Two Heads are Actually Better than One: Towards Better Adversarial Robustness via Transduction and Rejection
This work addresses the challenge of defending against adversarial attacks for machine learning models, offering a practical improvement over prior methods.
The paper tackles the problem of improving adversarial robustness in deep learning by combining transduction and rejection, achieving robust accuracies of 81.6% on CIFAR-10 and 57.9% on CIFAR-100 under strong attacks.

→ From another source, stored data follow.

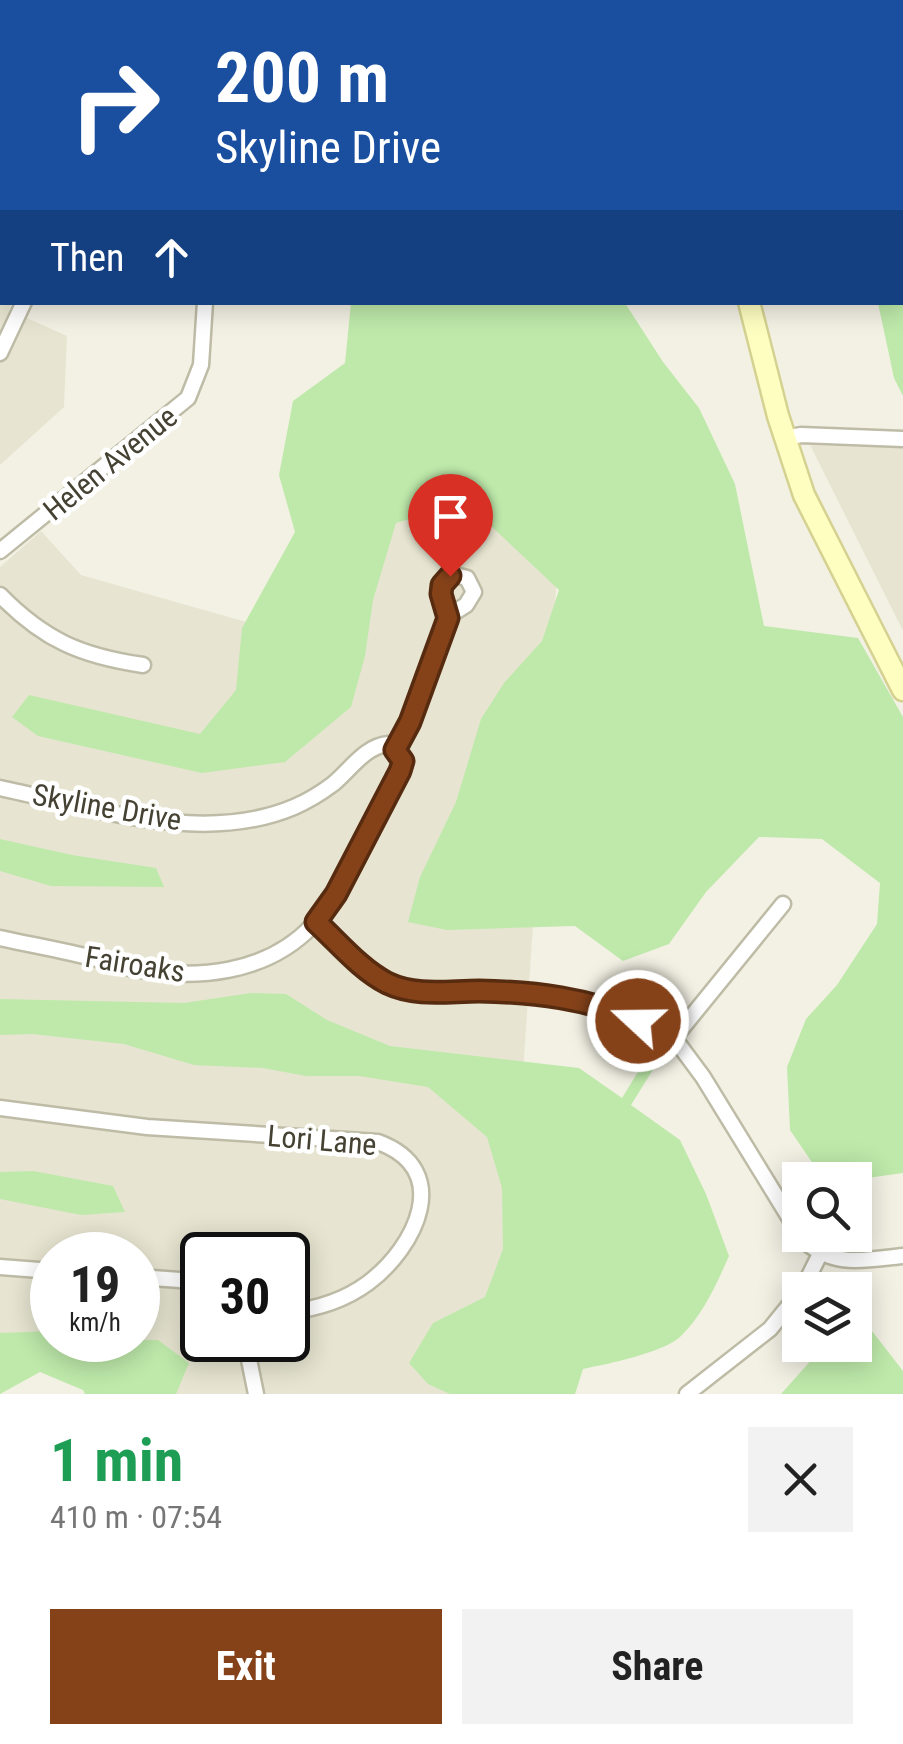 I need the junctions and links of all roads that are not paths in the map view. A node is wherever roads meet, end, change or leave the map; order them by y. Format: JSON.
{"nodes":[{"id":1,"x":23,"y":305,"type":"edge"},
{"id":2,"x":205,"y":305,"type":"edge"},
{"id":3,"x":750,"y":305,"type":"edge"},
{"id":4,"x":0,"y":353,"type":"edge"},
{"id":5,"x":785,"y":438,"type":"junction"},
{"id":6,"x":903,"y":439,"type":"edge"},
{"id":7,"x":0,"y":551,"type":"edge"},
{"id":8,"x":0,"y":594,"type":"edge"},
{"id":9,"x":448,"y":618,"type":"dead end"},
{"id":10,"x":143,"y":665,"type":"dead end"},
{"id":11,"x":903,"y":690,"type":"edge"},
{"id":12,"x":395,"y":750,"type":"junction"},
{"id":13,"x":0,"y":788,"type":"edge"},
{"id":14,"x":782,"y":904,"type":"dead end"},
{"id":15,"x":316,"y":922,"type":"junction"},
{"id":16,"x":0,"y":938,"type":"edge"},
{"id":17,"x":674,"y":1038,"type":"junction"},
{"id":18,"x":0,"y":1108,"type":"edge"},
{"id":19,"x":820,"y":1254,"type":"junction"},
{"id":20,"x":903,"y":1256,"type":"edge"},
{"id":21,"x":0,"y":1267,"type":"edge"},
{"id":22,"x":30,"y":1269,"type":"edge"},
{"id":23,"x":811,"y":1272,"type":"edge"},
{"id":24,"x":310,"y":1306,"type":"edge"},
{"id":25,"x":782,"y":1314,"type":"edge"},
{"id":26,"x":249,"y":1362,"type":"edge"},
{"id":27,"x":256,"y":1394,"type":"edge"},
{"id":28,"x":687,"y":1394,"type":"edge"}],
"edges":[{"from":1,"to":4,"type":"street"},
{"from":2,"to":7,"type":"street","name":"Helen Avenue"},
{"from":3,"to":5,"type":"street"},
{"from":5,"to":6,"type":"street"},
{"from":5,"to":11,"type":"street"},
{"from":8,"to":10,"type":"street"},
{"from":9,"to":12,"type":"street"},
{"from":12,"to":13,"type":"street","name":"Skyline Drive"},
{"from":12,"to":15,"type":"street"},
{"from":14,"to":17,"type":"street"},
{"from":15,"to":16,"type":"street","name":"Fairoaks"},
{"from":15,"to":17,"type":"street"},
{"from":17,"to":19,"type":"street"},
{"from":18,"to":24,"type":"street","name":"Lori Lane"},
{"from":19,"to":20,"type":"street"},
{"from":19,"to":23,"type":"street"},
{"from":21,"to":22,"type":"street"},
{"from":25,"to":28,"type":"street"},
{"from":26,"to":27,"type":"street"}]}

Both transduction and rejection have emerged as important techniques for defending against adversarial perturbations. A recent work by Goldwasser et al. showed that rejection combined with transduction can give provable guarantees (for certain problems) that cannot be achieved otherwise. Nevertheless, under recent strong adversarial attacks, their work was shown to have low performance in a practical deep-learning setting. In this paper, we take a step towards realizing the promise of transduction+rejection in more realistic scenarios. Our key observation is that a novel application of a reduction technique by Tramèr, which was until now only used to demonstrate the vulnerability of certain defenses, can be used to actually construct effective defenses. Theoretically, we show that a careful application of this technique in the transductive setting can give significantly improved sample-complexity for robust generalization. Our theory guides us to design a new transductive algorithm for learning a selective model; extensive experiments using state of the art attacks show that our approach provides significantly better robust accuracy (81.6% on CIFAR-10 and 57.9% on CIFAR-100 under $l_\infty$ with budget 8/255) than existing techniques.